The GOP is rapidly changing from the party of no to the party of maybe. Maybe it will accept tax hikes. Maybe it will accept gay marriage. Maybe it will accept amnesty. Maybe it will change its position on abortion.

Imagine if prominent Democrats, after losing in 2004, had proposed significant changes to four or five major stances of the party. All hell would have broken loose. Instead, Democrats concluded that the problem was not their message but their messenger, and they waited for a better candidate. The party didn’t move to the center. If anything, it moved even farther to the left. A San Francisco liberal became speaker of the House and a leftist community organizer became president of the United States.

Unable to show that level of patience or principle, Republicans appear ready to negotiate away much of their platform. A white flag peeks out of their pockets. During the presidential campaign, they said that the federal government “has a spending problem, not a revenue problem.” But no sooner had they lost than they accepted politics as a joint search for more government revenue.

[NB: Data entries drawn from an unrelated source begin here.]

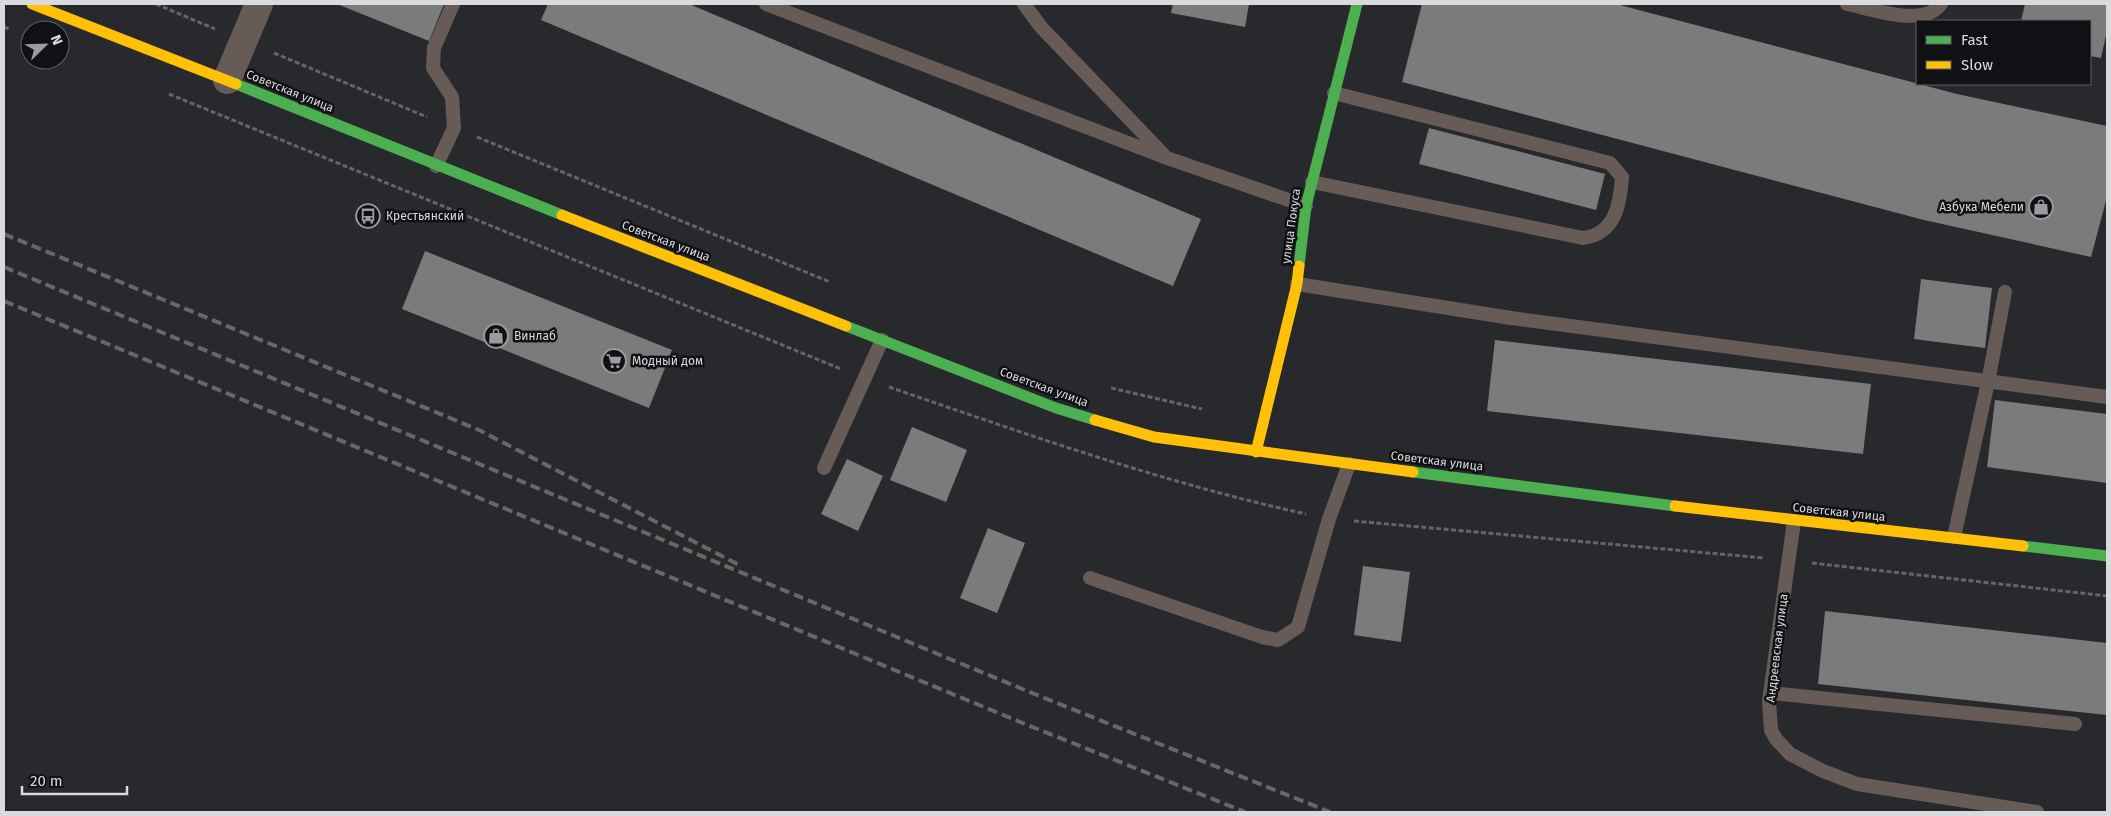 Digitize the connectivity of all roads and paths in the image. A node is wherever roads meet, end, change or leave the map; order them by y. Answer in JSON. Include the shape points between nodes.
{"nodes":[{"id":1,"x":32,"y":4,"type":"edge"},
{"id":2,"x":156,"y":4,"type":"edge"},
{"id":3,"x":259,"y":4,"type":"edge"},
{"id":4,"x":452,"y":4,"type":"edge"},
{"id":5,"x":766,"y":4,"type":"edge"},
{"id":6,"x":1024,"y":4,"type":"edge"},
{"id":7,"x":1357,"y":4,"type":"edge"},
{"id":8,"x":1847,"y":4,"type":"edge"},
{"id":9,"x":1941,"y":4,"type":"edge"},
{"id":10,"x":244,"y":41,"type":"junction"},
{"id":11,"x":227,"y":80,"type":"junction"},
{"id":12,"x":1334,"y":93,"type":"junction"},
{"id":13,"x":454,"y":128,"type":"junction"},
{"id":14,"x":1167,"y":158,"type":"junction"},
{"id":15,"x":436,"y":166,"type":"junction"},
{"id":16,"x":1312,"y":182,"type":"junction"},
{"id":17,"x":1306,"y":206,"type":"junction"},
{"id":18,"x":1297,"y":284,"type":"junction"},
{"id":19,"x":836,"y":285,"type":"dead end"},
{"id":20,"x":2005,"y":292,"type":"dead end"},
{"id":21,"x":882,"y":340,"type":"junction"},
{"id":22,"x":1988,"y":382,"type":"junction"},
{"id":23,"x":1102,"y":386,"type":"dead end"},
{"id":24,"x":2107,"y":397,"type":"edge"},
{"id":25,"x":1205,"y":410,"type":"dead end"},
{"id":26,"x":1256,"y":452,"type":"junction"},
{"id":27,"x":1349,"y":464,"type":"junction"},
{"id":28,"x":824,"y":468,"type":"dead end"},
{"id":29,"x":1794,"y":522,"type":"junction"},
{"id":30,"x":1954,"y":537,"type":"junction"},
{"id":31,"x":2107,"y":556,"type":"edge"},
{"id":32,"x":1090,"y":578,"type":"dead end"},
{"id":33,"x":1771,"y":693,"type":"junction"},
{"id":34,"x":2075,"y":724,"type":"dead end"},
{"id":35,"x":2036,"y":812,"type":"edge"}],
"edges":[{"from":1,"to":11,"type":"main road","name":"Советская улица"},
{"from":2,"to":10,"type":"path"},
{"from":3,"to":10,"type":"street"},
{"from":4,"to":13,"type":"lane","via":[[434,48],[433,68],[452,97]]},
{"from":5,"to":14,"type":"lane"},
{"from":6,"to":14,"type":"lane","via":[[1041,27]]},
{"from":7,"to":12,"type":"main road","name":"улица Покуса"},
{"from":8,"to":9,"type":"lane","via":[[1909,17],[1937,9]]},
{"from":10,"to":11,"type":"street"},
{"from":10,"to":13,"type":"path"},
{"from":11,"to":15,"type":"main road","name":"Советская улица"},
{"from":12,"to":16,"type":"main road","name":"улица Покуса"},
{"from":12,"to":16,"type":"lane","via":[[1610,164],[1622,177],[1621,194],[1609,226],[1597,236],[1583,238]]},
{"from":13,"to":15,"type":"lane"},
{"from":13,"to":19,"type":"path"},
{"from":14,"to":17,"type":"lane"},
{"from":15,"to":21,"type":"main road","name":"Советская улица"},
{"from":16,"to":17,"type":"main road","name":"улица Покуса"},
{"from":17,"to":18,"type":"main road","name":"улица Покуса"},
{"from":18,"to":22,"type":"lane","via":[[1510,318]]},
{"from":18,"to":26,"type":"main road","name":"улица Покуса"},
{"from":20,"to":22,"type":"lane"},
{"from":21,"to":26,"type":"main road","name":"Советская улица","via":[[1056,408],[1154,437]]},
{"from":21,"to":28,"type":"lane"},
{"from":22,"to":24,"type":"lane"},
{"from":22,"to":30,"type":"lane"},
{"from":23,"to":25,"type":"path"},
{"from":26,"to":27,"type":"main road","name":"Советская улица"},
{"from":27,"to":29,"type":"main road","name":"Советская улица"},
{"from":27,"to":32,"type":"lane","via":[[1329,519],[1298,627],[1278,640]]},
{"from":29,"to":30,"type":"main road","name":"Советская улица"},
{"from":29,"to":33,"type":"lane","name":"Андреевская улица"},
{"from":30,"to":31,"type":"main road","name":"Советская улица"},
{"from":33,"to":34,"type":"lane"},
{"from":33,"to":35,"type":"lane","name":"Андреевская улица","via":[[1771,730],[1776,739],[1790,754],[1823,771],[1857,784]]}]}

A few Republicans still go through the motions of saying that tax hikes are bad for the economy, but that is not a very principled objection to high taxation or a sturdy one, as evident in Barbour’s comment (he acknowledges that a tax hike is “bad for jobs and bad for the economy,” but would support it anyways). The principled objection to increasing taxation is that it is unjust. For decades, the federal government has taken more in taxes from the people than it needs to perform its legitimate functions. By accepting the lie that the federal government suffers from inadequate revenue, the Republicans show that they accept the Democrats’ conception of an unlimited federal government and its use of taxation as an instrument of theft.

Republicans are following, not leading, on what they think is a path to political redemption. But irrelevance is the more likely destination. Given a choice between two liberal parties of varying degrees, the people will choose the more authentic one, as they do in California and Northeastern states. The Scott Brown versus Elizabeth Warren race could become the paradigm of American politics, with the more liberal candidate winning each time.

In the meantime, American political discourse will grow more and more narrow and complacent — a case of the blind leading the blind. The media already spends most of its energy on trying to reduce the two “reasonable” positions in any given debate down to two barely distinguishable liberal ones. This task will only get easier as the Republicans signal retreat.

On a recent This Week, all the panelists supported gay marriage, including the designated “conservative” ones. George Will, who used to quote Edmund Burke about the dangers of mobs, now prefers to quote pollsters on the “emerging consensus.” To the delight of his fellow panelists, he pronounced gay marriage an inevitability: “There is something like an emerging consensus. Quite literally, the opposition to gay marriage is dying. It’s old people.”

This is exactly what members of the chattering class want to hear and they buzzed over Will’s brilliance for a couple of days. But they didn’t mention that this expert on the future composition of America had recently predicted a Romney landslide. So he doesn’t have his pulse on the present, much less the future. “I’m projecting Minnesota to go for Romney,” Will said. Let’s see if his “Quite literally, the opposition to gay marriage is dying” prognostication holds up any better. At the very least, it is premature: he didn’t mention that thirty-three states have banned gay marriage despite the “emerging consensus.”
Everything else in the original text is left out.